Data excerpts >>
------------------------------------------------------------------------

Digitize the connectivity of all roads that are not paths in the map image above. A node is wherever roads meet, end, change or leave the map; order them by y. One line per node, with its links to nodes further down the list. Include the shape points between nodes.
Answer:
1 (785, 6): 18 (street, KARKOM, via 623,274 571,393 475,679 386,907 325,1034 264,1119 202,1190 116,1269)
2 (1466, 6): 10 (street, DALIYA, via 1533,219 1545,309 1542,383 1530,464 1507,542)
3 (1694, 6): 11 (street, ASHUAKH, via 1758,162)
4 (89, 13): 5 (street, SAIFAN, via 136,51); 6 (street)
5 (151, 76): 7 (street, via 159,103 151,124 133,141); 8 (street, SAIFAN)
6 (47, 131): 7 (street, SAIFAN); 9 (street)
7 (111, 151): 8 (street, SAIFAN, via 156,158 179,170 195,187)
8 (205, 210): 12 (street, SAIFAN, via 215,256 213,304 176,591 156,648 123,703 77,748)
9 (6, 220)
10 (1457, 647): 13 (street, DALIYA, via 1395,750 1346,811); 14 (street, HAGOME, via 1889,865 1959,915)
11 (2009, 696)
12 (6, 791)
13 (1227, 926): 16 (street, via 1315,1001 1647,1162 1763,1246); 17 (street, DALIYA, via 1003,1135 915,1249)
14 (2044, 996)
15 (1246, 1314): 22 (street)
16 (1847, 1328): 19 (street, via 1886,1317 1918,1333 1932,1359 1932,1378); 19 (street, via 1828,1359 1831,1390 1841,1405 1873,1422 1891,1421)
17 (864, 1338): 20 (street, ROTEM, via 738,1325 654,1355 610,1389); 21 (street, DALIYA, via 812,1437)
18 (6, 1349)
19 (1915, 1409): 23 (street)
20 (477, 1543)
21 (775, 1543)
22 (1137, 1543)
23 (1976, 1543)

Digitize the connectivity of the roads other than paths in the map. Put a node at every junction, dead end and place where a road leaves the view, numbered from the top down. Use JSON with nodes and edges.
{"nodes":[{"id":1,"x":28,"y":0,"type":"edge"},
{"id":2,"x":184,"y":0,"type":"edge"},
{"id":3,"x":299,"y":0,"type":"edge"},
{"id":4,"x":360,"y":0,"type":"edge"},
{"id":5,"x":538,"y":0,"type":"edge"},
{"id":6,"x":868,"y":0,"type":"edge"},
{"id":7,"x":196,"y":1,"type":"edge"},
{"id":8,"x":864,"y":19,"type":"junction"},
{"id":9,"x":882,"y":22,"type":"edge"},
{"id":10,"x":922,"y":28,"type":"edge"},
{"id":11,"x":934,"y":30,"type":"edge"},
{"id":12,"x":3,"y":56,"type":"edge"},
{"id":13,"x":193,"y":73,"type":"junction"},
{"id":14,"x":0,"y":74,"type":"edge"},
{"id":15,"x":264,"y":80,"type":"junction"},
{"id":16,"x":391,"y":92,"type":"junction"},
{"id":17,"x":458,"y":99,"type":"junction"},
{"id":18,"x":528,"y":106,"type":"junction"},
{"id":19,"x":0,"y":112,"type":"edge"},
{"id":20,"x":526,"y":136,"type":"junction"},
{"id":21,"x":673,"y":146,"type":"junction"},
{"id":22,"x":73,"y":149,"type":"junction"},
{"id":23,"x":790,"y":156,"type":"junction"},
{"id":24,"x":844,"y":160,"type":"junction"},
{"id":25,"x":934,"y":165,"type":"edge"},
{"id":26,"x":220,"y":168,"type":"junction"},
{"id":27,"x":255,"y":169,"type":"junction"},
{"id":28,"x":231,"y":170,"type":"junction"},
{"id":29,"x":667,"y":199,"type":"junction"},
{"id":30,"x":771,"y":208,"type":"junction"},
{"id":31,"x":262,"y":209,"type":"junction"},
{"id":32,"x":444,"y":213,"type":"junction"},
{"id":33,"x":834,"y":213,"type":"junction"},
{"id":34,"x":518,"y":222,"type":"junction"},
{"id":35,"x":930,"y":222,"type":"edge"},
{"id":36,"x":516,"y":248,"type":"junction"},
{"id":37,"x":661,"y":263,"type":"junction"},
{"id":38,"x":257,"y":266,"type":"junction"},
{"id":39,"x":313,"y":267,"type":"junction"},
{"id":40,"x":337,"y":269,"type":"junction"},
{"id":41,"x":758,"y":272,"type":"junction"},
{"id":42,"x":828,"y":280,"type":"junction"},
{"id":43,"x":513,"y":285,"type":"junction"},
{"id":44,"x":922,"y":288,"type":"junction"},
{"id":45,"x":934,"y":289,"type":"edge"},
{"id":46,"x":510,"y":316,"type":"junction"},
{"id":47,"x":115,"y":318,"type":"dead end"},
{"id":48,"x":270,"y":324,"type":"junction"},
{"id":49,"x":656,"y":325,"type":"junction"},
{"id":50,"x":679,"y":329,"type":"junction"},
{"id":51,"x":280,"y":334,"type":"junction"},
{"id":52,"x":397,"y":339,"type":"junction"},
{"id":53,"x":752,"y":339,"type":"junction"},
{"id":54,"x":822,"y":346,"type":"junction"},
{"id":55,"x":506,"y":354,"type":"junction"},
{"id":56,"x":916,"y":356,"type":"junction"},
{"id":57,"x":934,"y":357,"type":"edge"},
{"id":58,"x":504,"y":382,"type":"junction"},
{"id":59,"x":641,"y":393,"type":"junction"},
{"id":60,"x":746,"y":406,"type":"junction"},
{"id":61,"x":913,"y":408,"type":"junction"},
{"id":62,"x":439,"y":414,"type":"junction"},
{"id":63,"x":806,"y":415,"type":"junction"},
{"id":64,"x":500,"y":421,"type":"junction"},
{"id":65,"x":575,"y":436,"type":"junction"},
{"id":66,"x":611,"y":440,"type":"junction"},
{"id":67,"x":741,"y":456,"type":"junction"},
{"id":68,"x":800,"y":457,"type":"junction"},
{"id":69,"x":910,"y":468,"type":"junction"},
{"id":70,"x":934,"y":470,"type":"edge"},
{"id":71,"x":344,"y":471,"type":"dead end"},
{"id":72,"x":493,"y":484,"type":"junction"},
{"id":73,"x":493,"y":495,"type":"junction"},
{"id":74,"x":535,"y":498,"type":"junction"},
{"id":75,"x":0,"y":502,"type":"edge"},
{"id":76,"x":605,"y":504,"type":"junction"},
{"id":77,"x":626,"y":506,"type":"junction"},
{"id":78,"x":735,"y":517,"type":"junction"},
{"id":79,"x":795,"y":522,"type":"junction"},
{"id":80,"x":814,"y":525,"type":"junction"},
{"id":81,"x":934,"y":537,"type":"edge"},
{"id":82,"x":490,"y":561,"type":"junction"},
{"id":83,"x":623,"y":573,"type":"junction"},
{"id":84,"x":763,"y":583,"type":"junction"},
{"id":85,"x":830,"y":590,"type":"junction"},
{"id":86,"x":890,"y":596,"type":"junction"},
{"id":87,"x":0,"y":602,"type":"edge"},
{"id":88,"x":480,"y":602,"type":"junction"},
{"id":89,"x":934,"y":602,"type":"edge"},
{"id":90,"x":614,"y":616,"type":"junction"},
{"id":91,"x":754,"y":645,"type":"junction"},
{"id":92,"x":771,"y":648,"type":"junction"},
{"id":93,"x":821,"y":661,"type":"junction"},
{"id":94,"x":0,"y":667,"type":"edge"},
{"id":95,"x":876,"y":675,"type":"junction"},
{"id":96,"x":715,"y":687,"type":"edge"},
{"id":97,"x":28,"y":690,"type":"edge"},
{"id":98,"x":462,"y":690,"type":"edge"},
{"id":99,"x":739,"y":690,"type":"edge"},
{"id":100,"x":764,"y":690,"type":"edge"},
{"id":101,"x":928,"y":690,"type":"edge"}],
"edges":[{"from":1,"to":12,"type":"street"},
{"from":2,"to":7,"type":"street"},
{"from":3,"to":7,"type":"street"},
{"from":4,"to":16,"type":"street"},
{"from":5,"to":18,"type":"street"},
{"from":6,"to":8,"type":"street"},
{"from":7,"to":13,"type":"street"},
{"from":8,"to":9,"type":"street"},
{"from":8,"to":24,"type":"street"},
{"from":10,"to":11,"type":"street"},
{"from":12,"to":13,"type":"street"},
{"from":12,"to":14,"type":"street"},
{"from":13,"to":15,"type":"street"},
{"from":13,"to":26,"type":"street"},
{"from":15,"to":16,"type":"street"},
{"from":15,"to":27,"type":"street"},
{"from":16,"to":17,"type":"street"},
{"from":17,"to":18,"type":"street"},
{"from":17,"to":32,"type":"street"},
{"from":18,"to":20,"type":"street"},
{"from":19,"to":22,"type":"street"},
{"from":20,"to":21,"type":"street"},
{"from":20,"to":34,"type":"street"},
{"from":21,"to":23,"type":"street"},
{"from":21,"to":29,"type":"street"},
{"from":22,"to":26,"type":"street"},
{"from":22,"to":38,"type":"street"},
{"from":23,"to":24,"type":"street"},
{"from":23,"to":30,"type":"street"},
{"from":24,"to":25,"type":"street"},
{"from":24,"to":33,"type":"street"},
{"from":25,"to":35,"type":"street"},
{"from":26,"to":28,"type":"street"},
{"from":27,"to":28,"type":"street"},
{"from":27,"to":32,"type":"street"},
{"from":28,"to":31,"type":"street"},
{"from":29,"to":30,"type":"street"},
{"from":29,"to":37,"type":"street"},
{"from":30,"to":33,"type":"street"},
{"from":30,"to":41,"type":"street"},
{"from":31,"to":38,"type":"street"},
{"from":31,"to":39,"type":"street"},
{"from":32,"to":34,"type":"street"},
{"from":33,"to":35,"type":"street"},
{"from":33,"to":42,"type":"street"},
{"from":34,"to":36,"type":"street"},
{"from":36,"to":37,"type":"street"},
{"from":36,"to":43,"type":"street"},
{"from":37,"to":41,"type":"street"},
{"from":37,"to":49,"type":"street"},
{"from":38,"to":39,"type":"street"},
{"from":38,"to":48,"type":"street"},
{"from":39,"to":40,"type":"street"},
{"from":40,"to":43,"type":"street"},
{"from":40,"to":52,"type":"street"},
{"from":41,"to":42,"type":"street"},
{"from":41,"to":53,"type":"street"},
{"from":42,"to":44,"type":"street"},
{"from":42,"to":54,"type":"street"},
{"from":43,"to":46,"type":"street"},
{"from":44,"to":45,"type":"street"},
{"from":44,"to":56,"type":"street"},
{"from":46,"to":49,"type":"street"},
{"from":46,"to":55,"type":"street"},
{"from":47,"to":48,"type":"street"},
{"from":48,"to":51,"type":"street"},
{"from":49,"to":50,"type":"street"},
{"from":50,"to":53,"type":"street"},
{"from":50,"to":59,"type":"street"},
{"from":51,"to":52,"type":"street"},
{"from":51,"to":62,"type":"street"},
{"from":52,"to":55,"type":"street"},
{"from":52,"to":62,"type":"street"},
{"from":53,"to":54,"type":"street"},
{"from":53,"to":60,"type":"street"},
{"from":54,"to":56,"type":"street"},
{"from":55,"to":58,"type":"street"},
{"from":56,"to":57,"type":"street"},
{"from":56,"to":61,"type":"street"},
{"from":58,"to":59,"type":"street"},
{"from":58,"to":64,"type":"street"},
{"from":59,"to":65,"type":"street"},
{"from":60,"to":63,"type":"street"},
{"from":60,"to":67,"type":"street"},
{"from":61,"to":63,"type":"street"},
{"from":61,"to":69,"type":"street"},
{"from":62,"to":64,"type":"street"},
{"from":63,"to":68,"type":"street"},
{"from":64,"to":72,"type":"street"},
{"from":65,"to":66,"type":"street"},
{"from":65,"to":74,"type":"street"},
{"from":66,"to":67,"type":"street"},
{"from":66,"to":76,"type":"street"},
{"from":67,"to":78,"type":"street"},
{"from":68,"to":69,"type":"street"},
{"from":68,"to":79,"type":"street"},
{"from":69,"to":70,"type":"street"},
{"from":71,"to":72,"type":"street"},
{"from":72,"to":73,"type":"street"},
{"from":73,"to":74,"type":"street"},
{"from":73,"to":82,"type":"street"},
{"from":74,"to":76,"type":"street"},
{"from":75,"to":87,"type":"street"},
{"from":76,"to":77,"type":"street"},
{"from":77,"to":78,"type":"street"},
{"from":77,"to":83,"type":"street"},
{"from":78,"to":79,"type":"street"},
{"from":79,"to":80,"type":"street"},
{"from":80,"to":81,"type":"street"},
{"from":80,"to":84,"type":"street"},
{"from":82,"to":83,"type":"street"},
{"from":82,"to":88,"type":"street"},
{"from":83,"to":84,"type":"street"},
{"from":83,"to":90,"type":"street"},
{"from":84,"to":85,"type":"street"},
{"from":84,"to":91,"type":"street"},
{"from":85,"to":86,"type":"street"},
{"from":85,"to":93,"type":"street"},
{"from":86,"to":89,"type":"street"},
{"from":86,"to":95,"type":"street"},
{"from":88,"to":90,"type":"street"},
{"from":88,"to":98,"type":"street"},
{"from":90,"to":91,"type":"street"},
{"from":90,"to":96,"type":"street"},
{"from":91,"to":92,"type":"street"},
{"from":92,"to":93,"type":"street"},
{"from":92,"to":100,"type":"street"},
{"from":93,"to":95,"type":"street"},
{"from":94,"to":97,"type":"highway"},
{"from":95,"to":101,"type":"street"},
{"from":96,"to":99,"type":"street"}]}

------------------------------------------------------------------------

What to do >>
Reply with one number: the count of lines in the entries that include the word "dead".

Exercise solution >>
3